> To do
Please reproduce the listing in full, exactly as given.

####

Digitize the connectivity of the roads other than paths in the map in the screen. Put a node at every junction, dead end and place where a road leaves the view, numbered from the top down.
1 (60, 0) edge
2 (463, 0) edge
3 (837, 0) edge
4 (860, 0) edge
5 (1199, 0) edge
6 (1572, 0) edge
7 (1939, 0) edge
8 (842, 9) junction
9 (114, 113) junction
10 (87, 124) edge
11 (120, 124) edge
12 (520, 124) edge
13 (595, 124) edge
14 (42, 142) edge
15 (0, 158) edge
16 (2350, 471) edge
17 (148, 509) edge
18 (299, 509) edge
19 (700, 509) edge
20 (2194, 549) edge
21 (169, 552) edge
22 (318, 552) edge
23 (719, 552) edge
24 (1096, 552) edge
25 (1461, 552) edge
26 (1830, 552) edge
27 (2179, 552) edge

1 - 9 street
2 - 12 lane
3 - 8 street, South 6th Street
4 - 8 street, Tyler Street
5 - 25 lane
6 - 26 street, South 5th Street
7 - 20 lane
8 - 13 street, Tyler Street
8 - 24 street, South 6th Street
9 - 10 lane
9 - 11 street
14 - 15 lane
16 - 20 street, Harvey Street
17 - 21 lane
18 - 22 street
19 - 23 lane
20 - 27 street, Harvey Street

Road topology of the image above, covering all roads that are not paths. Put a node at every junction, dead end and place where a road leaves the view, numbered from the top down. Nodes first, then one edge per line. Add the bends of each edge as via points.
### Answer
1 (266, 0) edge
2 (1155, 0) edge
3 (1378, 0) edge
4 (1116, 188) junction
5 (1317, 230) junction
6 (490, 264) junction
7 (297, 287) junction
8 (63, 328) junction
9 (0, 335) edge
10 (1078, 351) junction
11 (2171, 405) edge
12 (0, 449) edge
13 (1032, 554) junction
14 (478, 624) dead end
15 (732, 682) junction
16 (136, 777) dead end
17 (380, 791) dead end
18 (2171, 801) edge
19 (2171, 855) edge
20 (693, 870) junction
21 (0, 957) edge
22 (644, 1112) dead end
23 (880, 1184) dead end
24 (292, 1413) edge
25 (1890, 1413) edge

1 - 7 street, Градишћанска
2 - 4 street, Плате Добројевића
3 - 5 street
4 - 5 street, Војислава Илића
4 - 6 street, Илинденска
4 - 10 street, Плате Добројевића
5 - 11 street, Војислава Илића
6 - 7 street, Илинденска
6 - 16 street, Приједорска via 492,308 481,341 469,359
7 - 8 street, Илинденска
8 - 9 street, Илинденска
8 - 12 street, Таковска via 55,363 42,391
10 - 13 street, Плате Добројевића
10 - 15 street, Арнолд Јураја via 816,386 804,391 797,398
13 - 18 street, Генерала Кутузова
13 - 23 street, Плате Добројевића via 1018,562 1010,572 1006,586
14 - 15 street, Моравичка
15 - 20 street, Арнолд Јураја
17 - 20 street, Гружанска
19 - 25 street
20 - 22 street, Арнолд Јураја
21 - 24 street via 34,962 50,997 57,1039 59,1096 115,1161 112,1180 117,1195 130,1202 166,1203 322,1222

####

> Written response
Digitize the connectivity of the roads other than paths in the map in the screen. Put a node at every junction, dead end and place where a road leaves the view, numbered from the top down.
1 (60, 0) edge
2 (463, 0) edge
3 (837, 0) edge
4 (860, 0) edge
5 (1199, 0) edge
6 (1572, 0) edge
7 (1939, 0) edge
8 (842, 9) junction
9 (114, 113) junction
10 (87, 124) edge
11 (120, 124) edge
12 (520, 124) edge
13 (595, 124) edge
14 (42, 142) edge
15 (0, 158) edge
16 (2350, 471) edge
17 (148, 509) edge
18 (299, 509) edge
19 (700, 509) edge
20 (2194, 549) edge
21 (169, 552) edge
22 (318, 552) edge
23 (719, 552) edge
24 (1096, 552) edge
25 (1461, 552) edge
26 (1830, 552) edge
27 (2179, 552) edge

1 - 9 street
2 - 12 lane
3 - 8 street, South 6th Street
4 - 8 street, Tyler Street
5 - 25 lane
6 - 26 street, South 5th Street
7 - 20 lane
8 - 13 street, Tyler Street
8 - 24 street, South 6th Street
9 - 10 lane
9 - 11 street
14 - 15 lane
16 - 20 street, Harvey Street
17 - 21 lane
18 - 22 street
19 - 23 lane
20 - 27 street, Harvey Street

Road topology of the image above, covering all roads that are not paths. Put a node at every junction, dead end and place where a road leaves the view, numbered from the top down. Nodes first, then one edge per line. Add the bends of each edge as via points.
### Answer
1 (266, 0) edge
2 (1155, 0) edge
3 (1378, 0) edge
4 (1116, 188) junction
5 (1317, 230) junction
6 (490, 264) junction
7 (297, 287) junction
8 (63, 328) junction
9 (0, 335) edge
10 (1078, 351) junction
11 (2171, 405) edge
12 (0, 449) edge
13 (1032, 554) junction
14 (478, 624) dead end
15 (732, 682) junction
16 (136, 777) dead end
17 (380, 791) dead end
18 (2171, 801) edge
19 (2171, 855) edge
20 (693, 870) junction
21 (0, 957) edge
22 (644, 1112) dead end
23 (880, 1184) dead end
24 (292, 1413) edge
25 (1890, 1413) edge

1 - 7 street, Градишћанска
2 - 4 street, Плате Добројевића
3 - 5 street
4 - 5 street, Војислава Илића
4 - 6 street, Илинденска
4 - 10 street, Плате Добројевића
5 - 11 street, Војислава Илића
6 - 7 street, Илинденска
6 - 16 street, Приједорска via 492,308 481,341 469,359
7 - 8 street, Илинденска
8 - 9 street, Илинденска
8 - 12 street, Таковска via 55,363 42,391
10 - 13 street, Плате Добројевића
10 - 15 street, Арнолд Јураја via 816,386 804,391 797,398
13 - 18 street, Генерала Кутузова
13 - 23 street, Плате Добројевића via 1018,562 1010,572 1006,586
14 - 15 street, Моравичка
15 - 20 street, Арнолд Јураја
17 - 20 street, Гружанска
19 - 25 street
20 - 22 street, Арнолд Јураја
21 - 24 street via 34,962 50,997 57,1039 59,1096 115,1161 112,1180 117,1195 130,1202 166,1203 322,1222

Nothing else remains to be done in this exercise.